Le fait d'assumer l'existence d'une moralité généralisée n'est pas un phénomène propre aux représentations produites par les acteurs se revendiquant du mouvement de l'économie sociale. Dès les années 1990 et au cours des années 2000, époque où survenaient d’importantes transformations dans l’organisation des entreprises capitalistes (Durand, 2004), ont aussi commencé à apparaître des études académiques de management, des chartes éthiques au sein des grandes entreprises et des opérations de relations publiques. Ces initiatives avaient notamment pour but de répondre à différentes formes de critiques qui leur étaient adressées par rapport au sens trouvé dans le travail ou encore aux divers effets néfastes engendrés par leur activité (Boltanski et Chiapello, 1999), mais aussi à prévenir les « errements moraux » des employés, nuisibles pour le fonctionnement de l’entreprise et son image de marque. Pourtant, l’adoption de chartes éthiques dans des organisations capitalistes expose les limites à l’efficacité de valeurs et de règles établies « par le haut » – dans le cas présent décrétées par la direction d’entreprises pour leurs employés. En fait, on peut certainement soutenir que ce phénomène se rapproche de la production de la représentation d’une moralité généralisée. De telles chartes éthiques ne semblent pas suffisantes à elles seules pour que les employés s’y conforment.
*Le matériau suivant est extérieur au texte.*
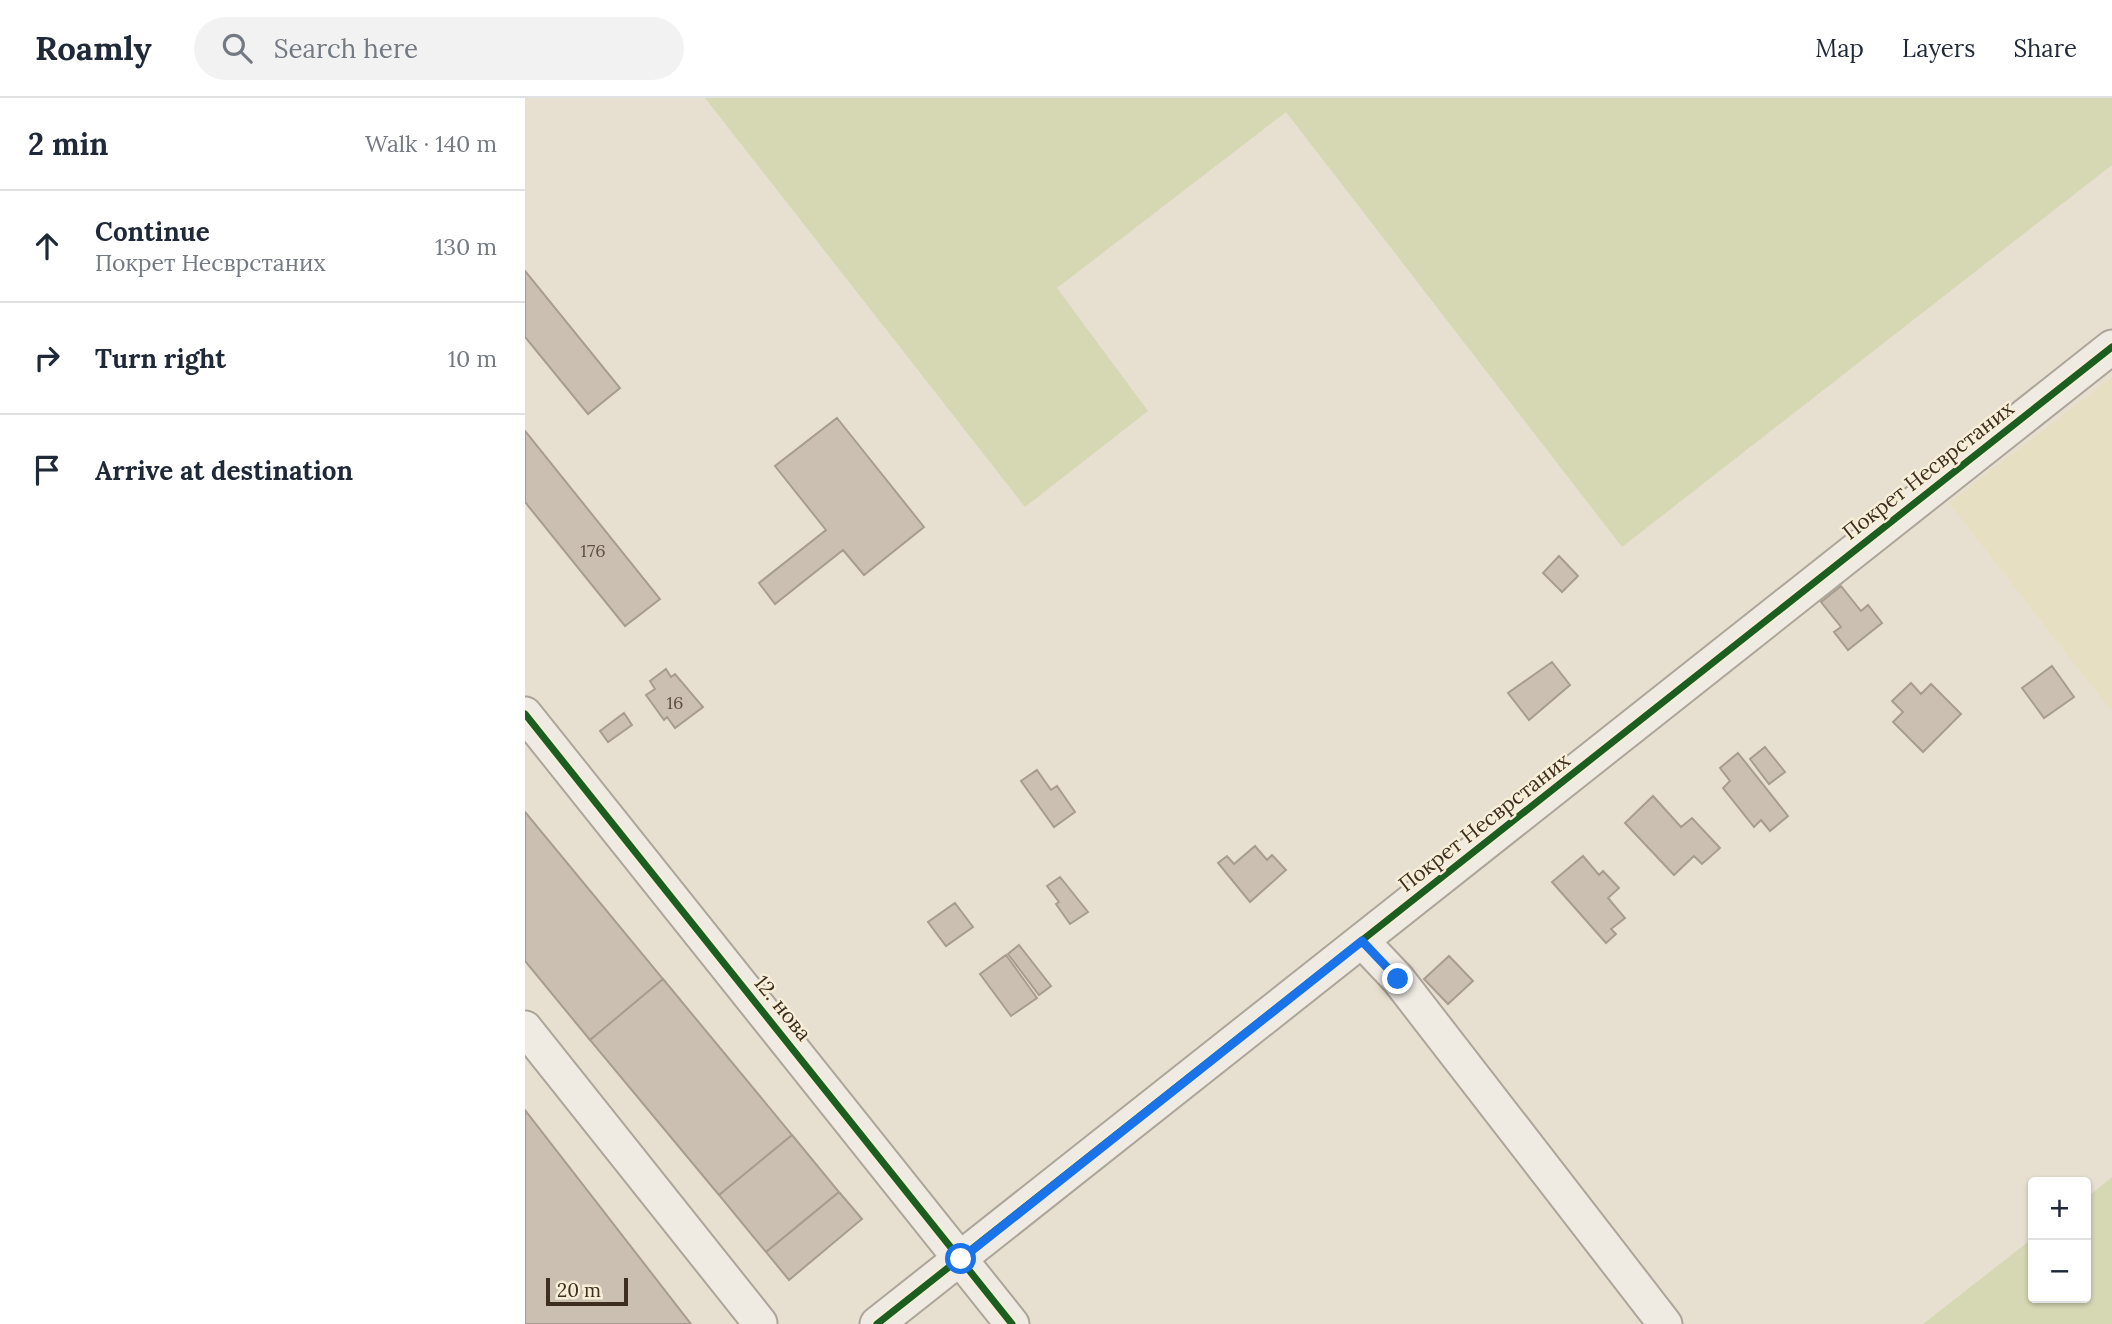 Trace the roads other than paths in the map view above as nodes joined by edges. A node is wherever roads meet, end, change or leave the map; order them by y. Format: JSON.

Les transformations apportées ces dernières décennies à l’organisation du travail dans les grandes entreprises, entre autres caractérisées par l’instauration de mécanismes de concurrence internes, se sont à l’occasion trouvées à produire de nouvelles formes de rapports sociaux amenant les individus y évoluant à déroger aux chartes en question (Salmon, 2009 ; 2015). Il peut ainsi paraître difficile pour des individus de faire sens de règles qui sont plaquées par-dessus une configuration particulière de rapports sociaux vécus par eux et qui forme un comportement qui se trouve à contredire de telles règles éthiques. Or, tout comme ce peut être le cas pour ces chartes utilisées en tant qu’outils de relations publiques pour contrôler l’image de marque des entreprises, plusieurs éléments exposés jusqu’à maintenant dans ce chapitre permettent d’avancer que certains discours tenus par des promoteurs de l’économie sociale invoquant ses

principes et valeurs ne sont pas plus capables d’y assurer en pratique la conformité de tous les acteurs du « mouvement ». La similarité existante entre la façon dont peuvent être prônées les valeurs de l’économie sociale et celles de l’éthique d’entreprise capitaliste rappelle par ailleurs l’enjeu de distinction symbolique de l’économie sociale face à celle-ci, tel qu’abordé en début de chapitre.